### Requirement:
Restate the data below word for word. Skip any images it contains.

### Available data:
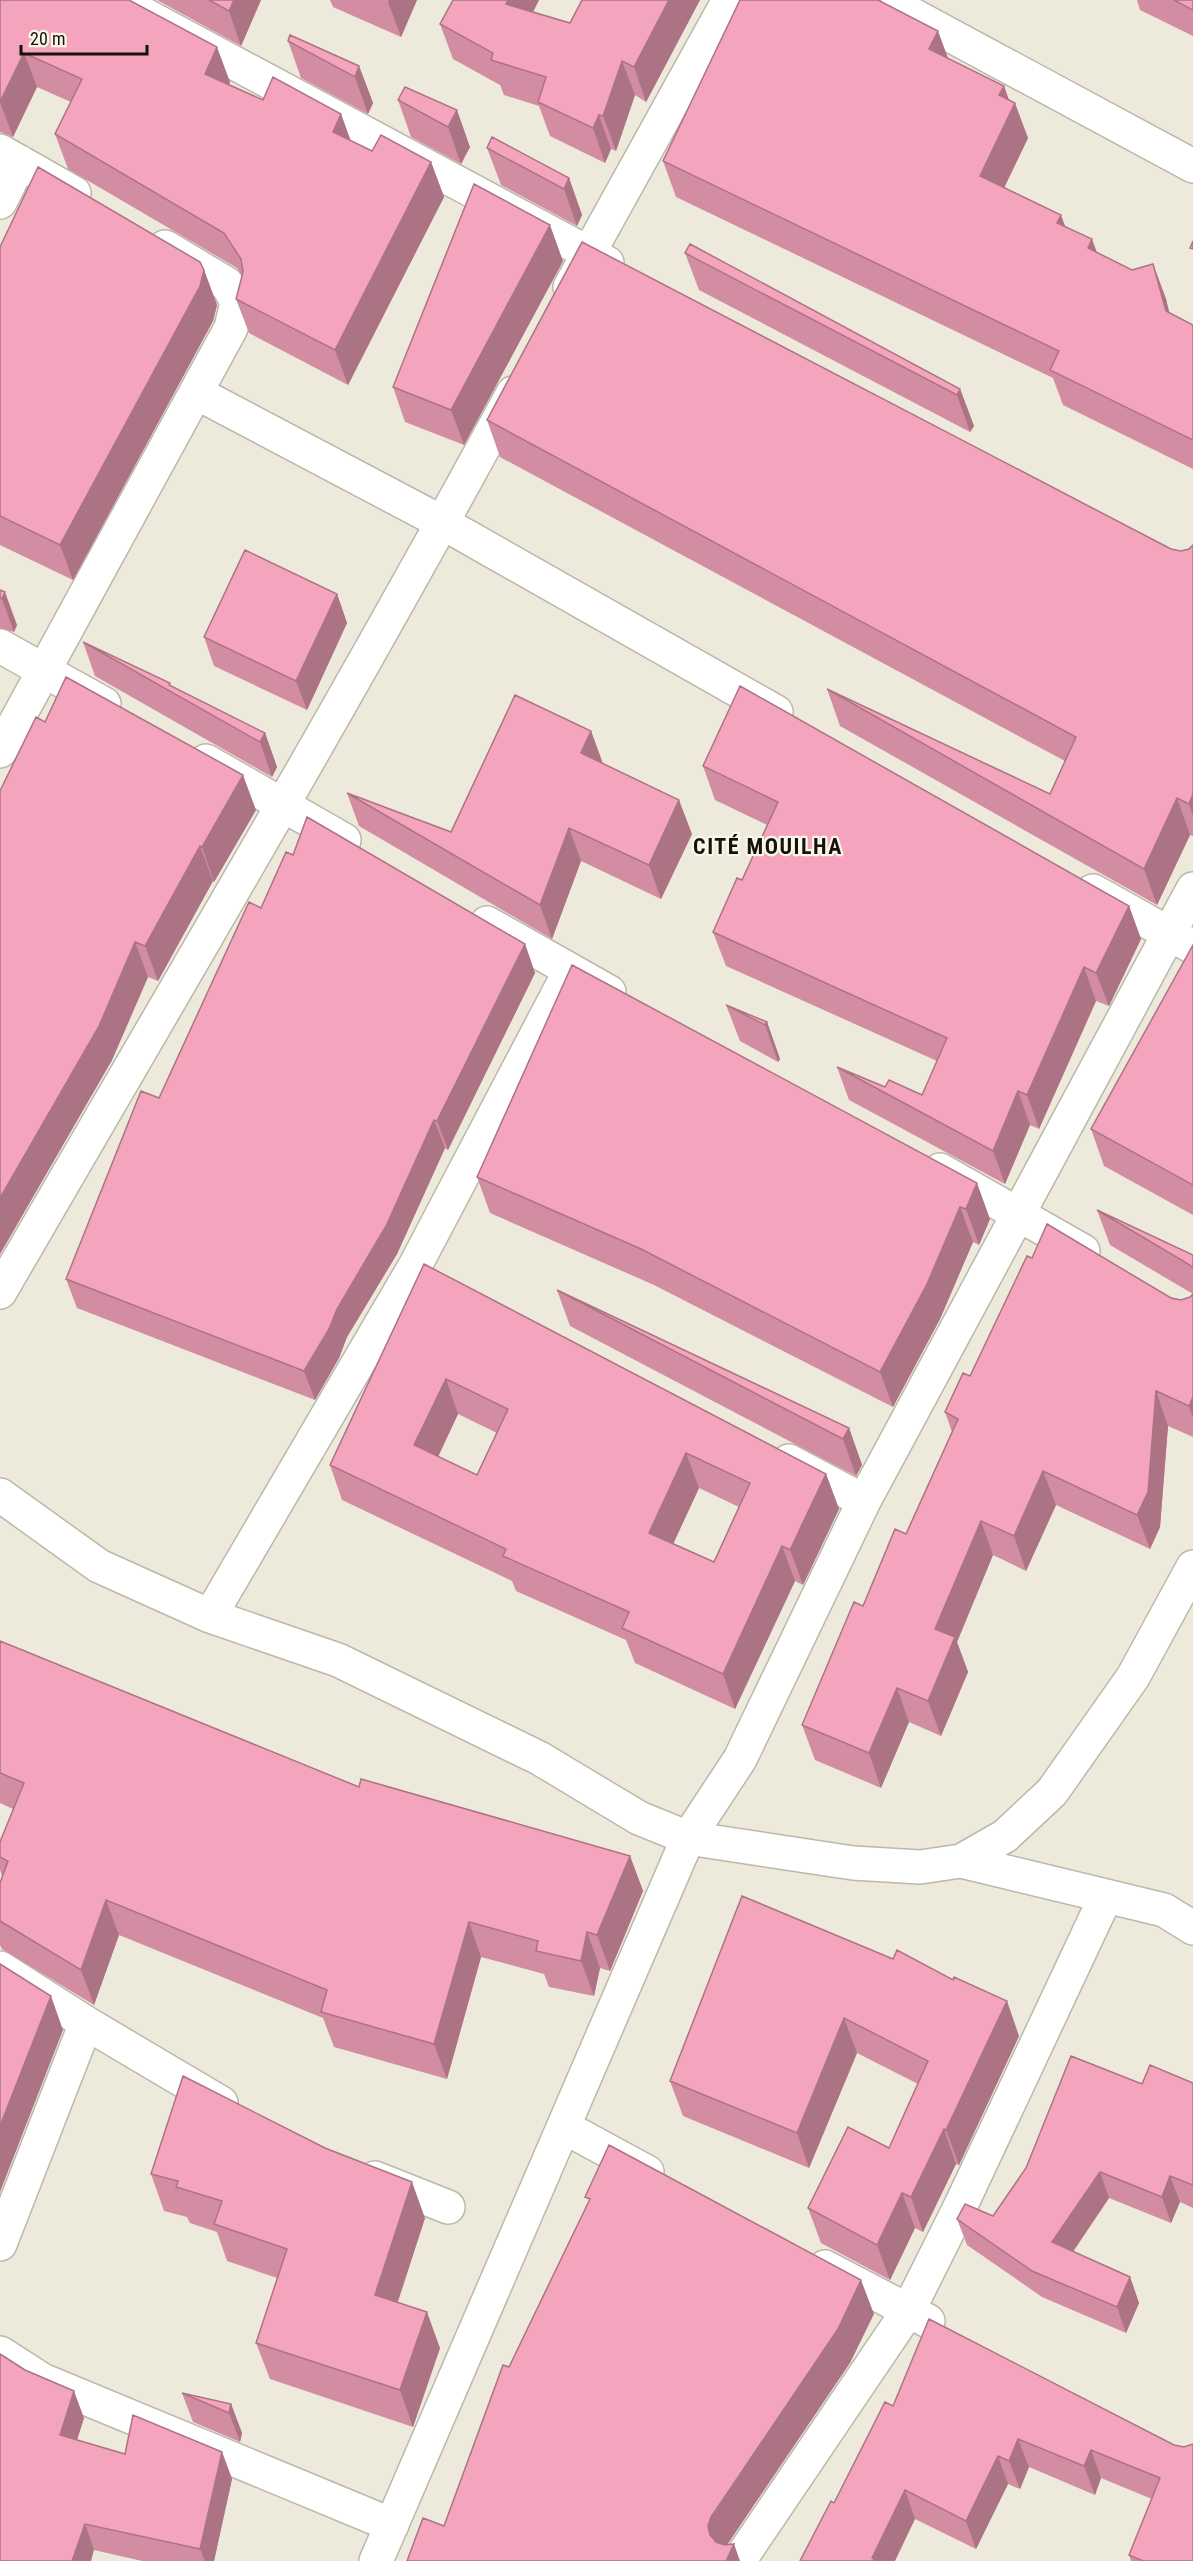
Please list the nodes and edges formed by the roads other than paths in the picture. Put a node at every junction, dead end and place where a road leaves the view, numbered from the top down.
1 (117, 0) edge
2 (729, 0) edge
3 (885, 0) edge
4 (10, 157) edge
5 (1193, 166) edge
6 (0, 202) edge
7 (99, 208) edge
8 (138, 231) edge
9 (588, 254) junction
10 (630, 276) edge
11 (554, 316) edge
12 (526, 368) edge
13 (197, 393) junction
14 (442, 523) junction
15 (0, 646) edge
16 (43, 670) junction
17 (126, 717) edge
18 (805, 728) edge
19 (178, 746) edge
20 (0, 751) edge
21 (283, 804) junction
22 (375, 858) edge
23 (1064, 875) edge
24 (1193, 889) edge
25 (457, 906) edge
26 (1180, 940) edge
27 (570, 971) junction
28 (633, 1005) edge
29 (916, 1157) edge
30 (1021, 1214) junction
31 (415, 1266) junction
32 (1112, 1268) edge
33 (446, 1282) edge
34 (0, 1292) edge
35 (761, 1446) edge
36 (0, 1495) edge
37 (864, 1501) junction
38 (1193, 1567) edge
39 (210, 1616) junction
40 (688, 1838) junction
41 (961, 1860) junction
42 (1106, 1896) junction
43 (1193, 1928) edge
44 (0, 1968) edge
45 (86, 2023) junction
46 (248, 2117) edge
47 (564, 2127) junction
48 (345, 2166) edge
49 (668, 2183) edge
50 (447, 2206) dead end
51 (0, 2244) edge
52 (794, 2250) edge
53 (908, 2311) junction
54 (950, 2333) edge
55 (0, 2353) edge
56 (392, 2525) junction
57 (376, 2561) edge
58 (739, 2561) edge

1 - 9 street
2 - 9 street
3 - 5 street
4 - 6 street
4 - 7 street
8 - 13 street
9 - 10 street
9 - 11 street
12 - 14 street
13 - 14 street
13 - 16 street
14 - 18 street
14 - 21 street
15 - 16 street
16 - 17 street
16 - 20 street
19 - 21 street
21 - 22 street
21 - 34 street
23 - 26 street
24 - 26 street
25 - 27 street
26 - 30 street
27 - 28 street
27 - 31 street
29 - 30 street
30 - 32 street
30 - 37 street
31 - 33 street
31 - 39 street
35 - 37 street
36 - 39 street
37 - 40 street
38 - 41 street
39 - 40 street
40 - 41 street
40 - 47 street
41 - 42 street
42 - 43 street
42 - 53 street
44 - 45 street
45 - 46 street
45 - 51 street
47 - 49 street
47 - 56 street
48 - 50 street
52 - 53 street
53 - 54 street
53 - 58 street
55 - 56 street
56 - 57 street

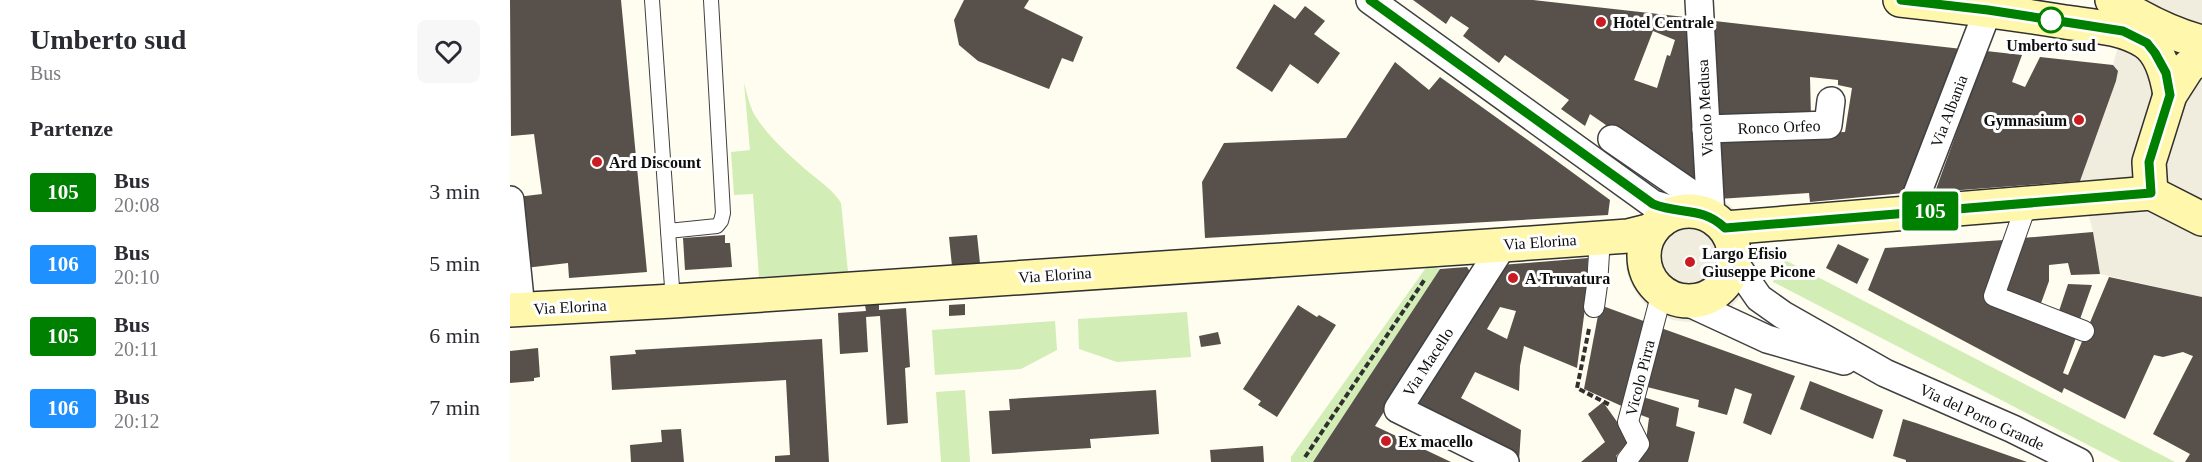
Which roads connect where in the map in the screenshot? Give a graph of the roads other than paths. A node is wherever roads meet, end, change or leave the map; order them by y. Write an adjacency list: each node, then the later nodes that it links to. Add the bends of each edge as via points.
1 (652, 0): 21 (lane)
2 (711, 0): 21 (lane, via 723,213 717,226)
3 (1370, 0): 22 (street, via 1653,204)
4 (1699, 0): 13 (street, Vicolo Medusa)
5 (1900, 0): 7 (main road)
6 (2029, 7): 7 (main road); 8 (main road)
7 (1988, 10): 18 (street, Via Albania)
8 (2121, 14): 9 (main road); 11 (main road, via 2155,53 2166,73)
9 (2202, 42)
10 (2202, 57): 11 (main road, via 2188,68)
11 (2170, 95): 15 (main road, via 2149,162)
12 (1831, 101): 13 (street, Ronco Orfeo, via 1828,125)
13 (1706, 129): 22 (street, Vicolo Medusa)
14 (1612, 139): 22 (street, via 1689,192)
15 (2151, 193): 17 (main road); 19 (main road)
16 (510, 200): 28 (street)
17 (2027, 203): 18 (main road); 29 (street, via 1994,296)
18 (1910, 212): 22 (main road)
19 (2202, 219)
20 (1652, 230): 22 (main road, via 1669,216); 23 (main road, Via Elorina); 25 (main road, via 1644,252)
21 (668, 231): 26 (lane)
22 (1714, 231): 25 (main road, via 1728,278 1717,291 1702,299); 30 (street, via 1759,298)
23 (1600, 238): 24 (main road, Via Elorina); 25 (main road); 27 (street)
24 (1503, 245): 26 (main road, Via Elorina); 32 (street, Via Macello, via 1398,409)
25 (1665, 289): 30 (street, via 1767,339); 31 (street, Vicolo Pirra, via 1628,422 1639,444)
26 (674, 301): 28 (main road, Via Elorina)
27 (1594, 307)
28 (516, 309)
29 (2084, 331)
30 (1885, 373): 33 (street, Via del Porto Grande)
31 (1627, 460)
32 (1505, 462)
33 (2079, 462)

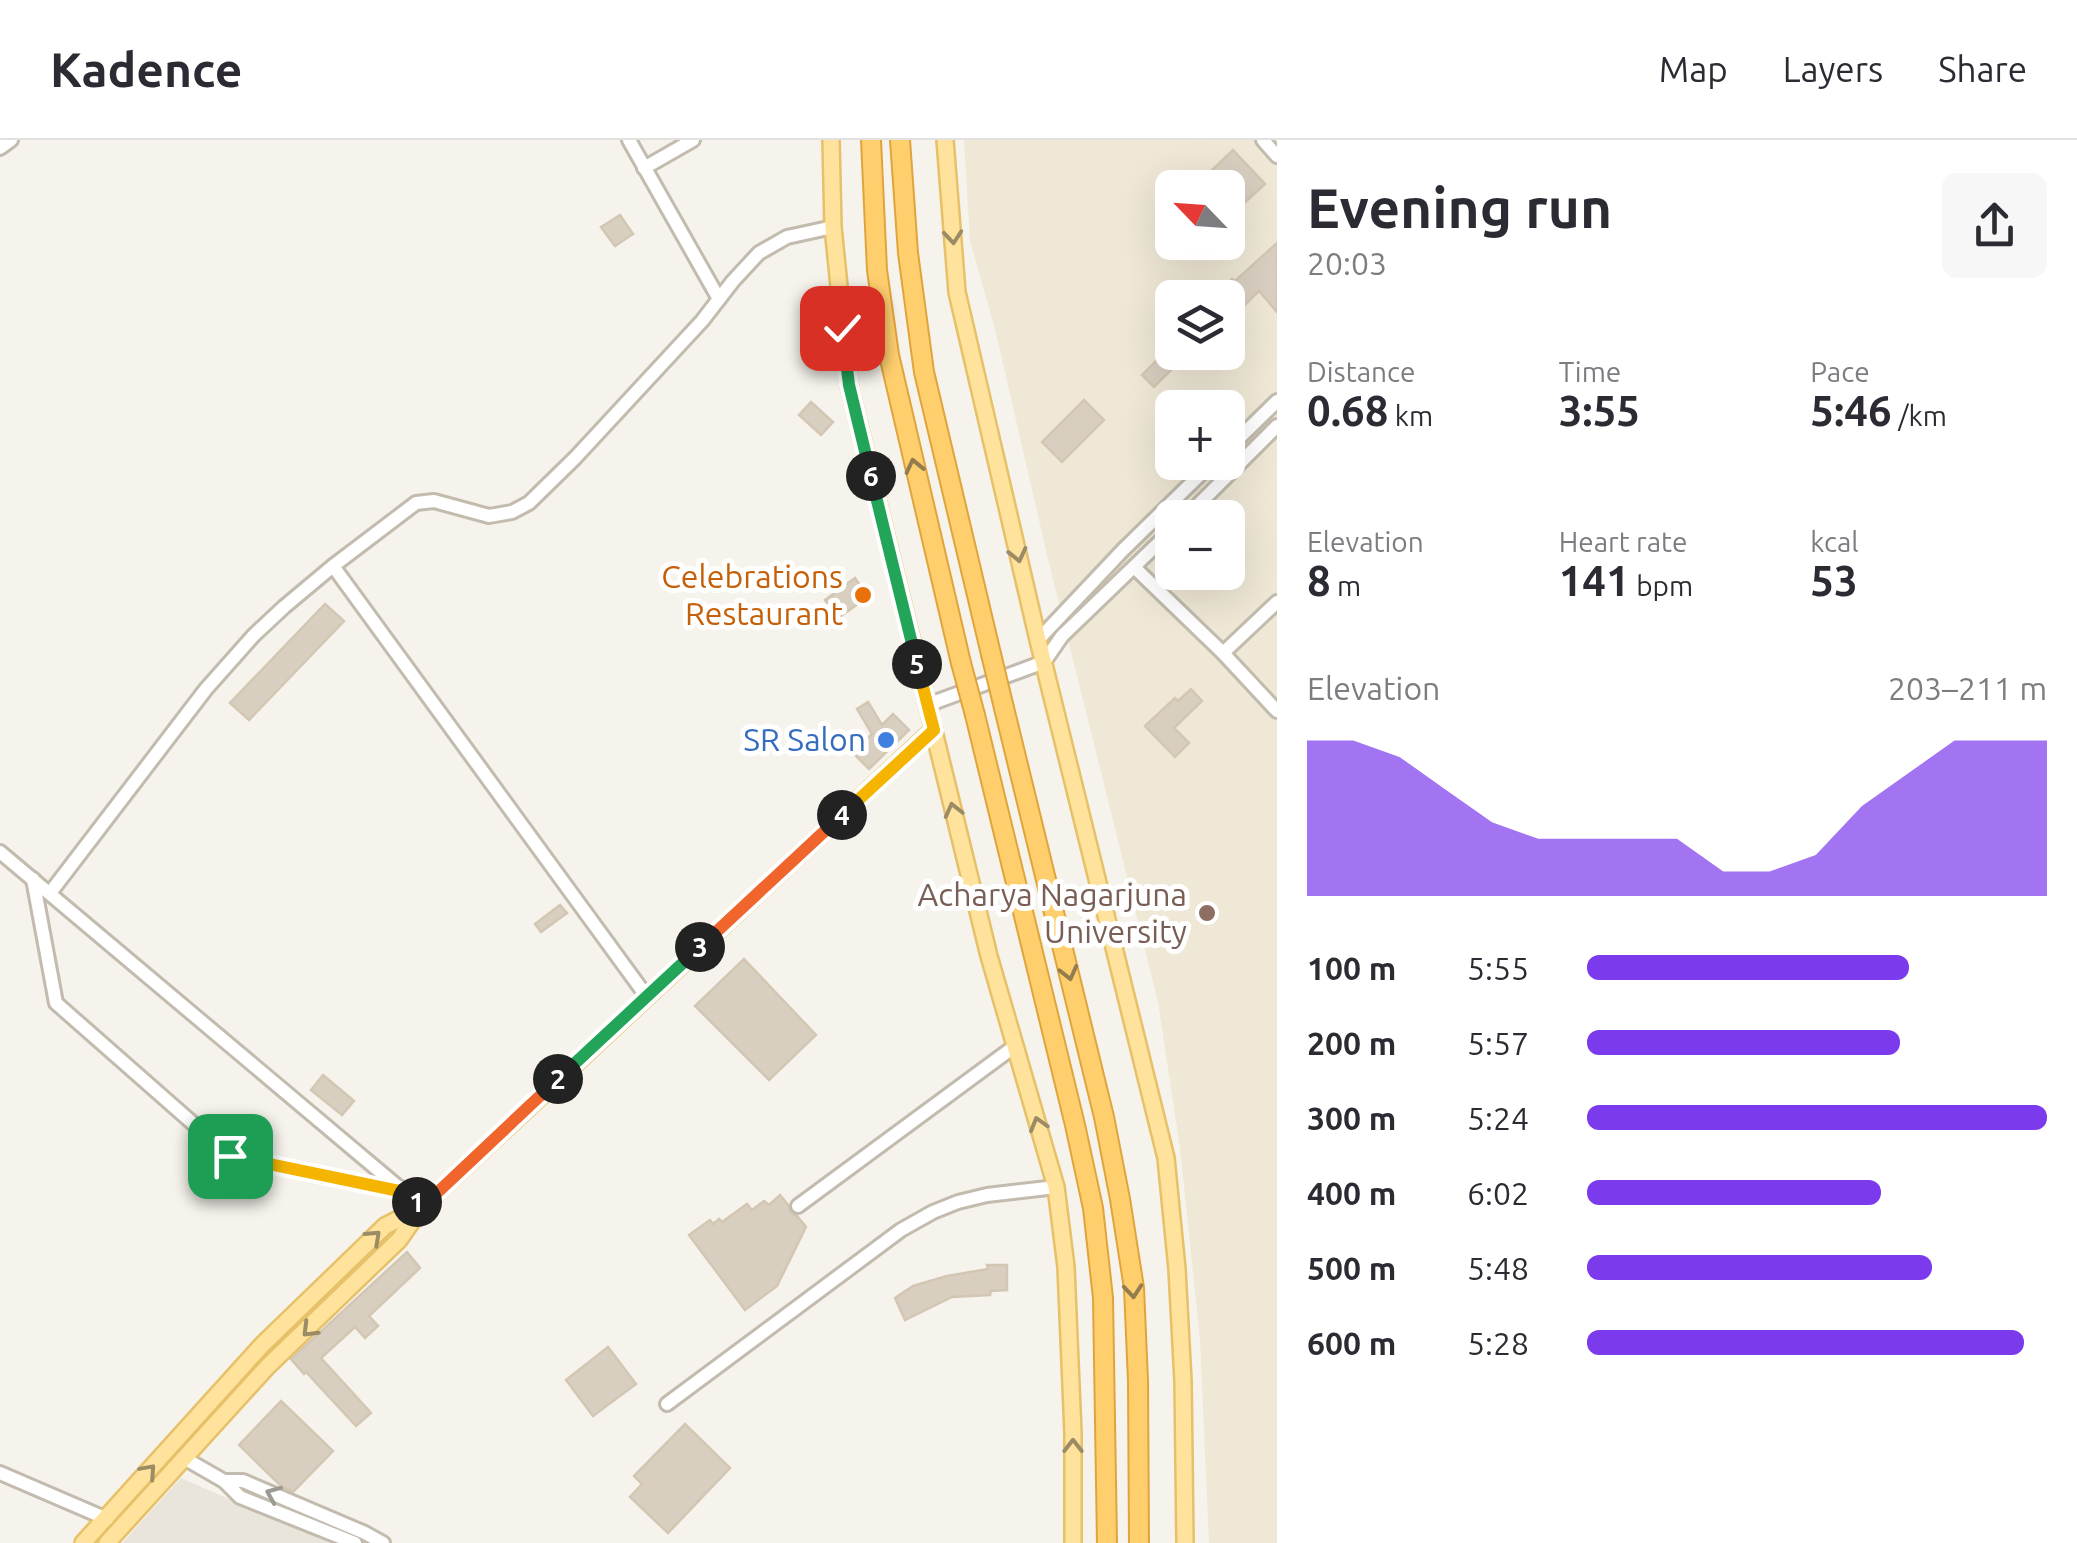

### Your response:
Please list the nodes and edges formed by the roads other than paths in the picture. Put a node at every junction, dead end and place where a road leaves the view, numbered from the top down.
1 (117, 0) edge
2 (729, 0) edge
3 (885, 0) edge
4 (10, 157) edge
5 (1193, 166) edge
6 (0, 202) edge
7 (99, 208) edge
8 (138, 231) edge
9 (588, 254) junction
10 (630, 276) edge
11 (554, 316) edge
12 (526, 368) edge
13 (197, 393) junction
14 (442, 523) junction
15 (0, 646) edge
16 (43, 670) junction
17 (126, 717) edge
18 (805, 728) edge
19 (178, 746) edge
20 (0, 751) edge
21 (283, 804) junction
22 (375, 858) edge
23 (1064, 875) edge
24 (1193, 889) edge
25 (457, 906) edge
26 (1180, 940) edge
27 (570, 971) junction
28 (633, 1005) edge
29 (916, 1157) edge
30 (1021, 1214) junction
31 (415, 1266) junction
32 (1112, 1268) edge
33 (446, 1282) edge
34 (0, 1292) edge
35 (761, 1446) edge
36 (0, 1495) edge
37 (864, 1501) junction
38 (1193, 1567) edge
39 (210, 1616) junction
40 (688, 1838) junction
41 (961, 1860) junction
42 (1106, 1896) junction
43 (1193, 1928) edge
44 (0, 1968) edge
45 (86, 2023) junction
46 (248, 2117) edge
47 (564, 2127) junction
48 (345, 2166) edge
49 (668, 2183) edge
50 (447, 2206) dead end
51 (0, 2244) edge
52 (794, 2250) edge
53 (908, 2311) junction
54 (950, 2333) edge
55 (0, 2353) edge
56 (392, 2525) junction
57 (376, 2561) edge
58 (739, 2561) edge

1 - 9 street
2 - 9 street
3 - 5 street
4 - 6 street
4 - 7 street
8 - 13 street
9 - 10 street
9 - 11 street
12 - 14 street
13 - 14 street
13 - 16 street
14 - 18 street
14 - 21 street
15 - 16 street
16 - 17 street
16 - 20 street
19 - 21 street
21 - 22 street
21 - 34 street
23 - 26 street
24 - 26 street
25 - 27 street
26 - 30 street
27 - 28 street
27 - 31 street
29 - 30 street
30 - 32 street
30 - 37 street
31 - 33 street
31 - 39 street
35 - 37 street
36 - 39 street
37 - 40 street
38 - 41 street
39 - 40 street
40 - 41 street
40 - 47 street
41 - 42 street
42 - 43 street
42 - 53 street
44 - 45 street
45 - 46 street
45 - 51 street
47 - 49 street
47 - 56 street
48 - 50 street
52 - 53 street
53 - 54 street
53 - 58 street
55 - 56 street
56 - 57 street

Which roads connect where in the map in the screenshot? Give a graph of the roads other than paths. A node is wherever roads meet, end, change or leave the map; order them by y. Write an adjacency list: each node, then the later nodes that it links to. Add the bends of each edge as via points.
1 (652, 0): 21 (lane)
2 (711, 0): 21 (lane, via 723,213 717,226)
3 (1370, 0): 22 (street, via 1653,204)
4 (1699, 0): 13 (street, Vicolo Medusa)
5 (1900, 0): 7 (main road)
6 (2029, 7): 7 (main road); 8 (main road)
7 (1988, 10): 18 (street, Via Albania)
8 (2121, 14): 9 (main road); 11 (main road, via 2155,53 2166,73)
9 (2202, 42)
10 (2202, 57): 11 (main road, via 2188,68)
11 (2170, 95): 15 (main road, via 2149,162)
12 (1831, 101): 13 (street, Ronco Orfeo, via 1828,125)
13 (1706, 129): 22 (street, Vicolo Medusa)
14 (1612, 139): 22 (street, via 1689,192)
15 (2151, 193): 17 (main road); 19 (main road)
16 (510, 200): 28 (street)
17 (2027, 203): 18 (main road); 29 (street, via 1994,296)
18 (1910, 212): 22 (main road)
19 (2202, 219)
20 (1652, 230): 22 (main road, via 1669,216); 23 (main road, Via Elorina); 25 (main road, via 1644,252)
21 (668, 231): 26 (lane)
22 (1714, 231): 25 (main road, via 1728,278 1717,291 1702,299); 30 (street, via 1759,298)
23 (1600, 238): 24 (main road, Via Elorina); 25 (main road); 27 (street)
24 (1503, 245): 26 (main road, Via Elorina); 32 (street, Via Macello, via 1398,409)
25 (1665, 289): 30 (street, via 1767,339); 31 (street, Vicolo Pirra, via 1628,422 1639,444)
26 (674, 301): 28 (main road, Via Elorina)
27 (1594, 307)
28 (516, 309)
29 (2084, 331)
30 (1885, 373): 33 (street, Via del Porto Grande)
31 (1627, 460)
32 (1505, 462)
33 (2079, 462)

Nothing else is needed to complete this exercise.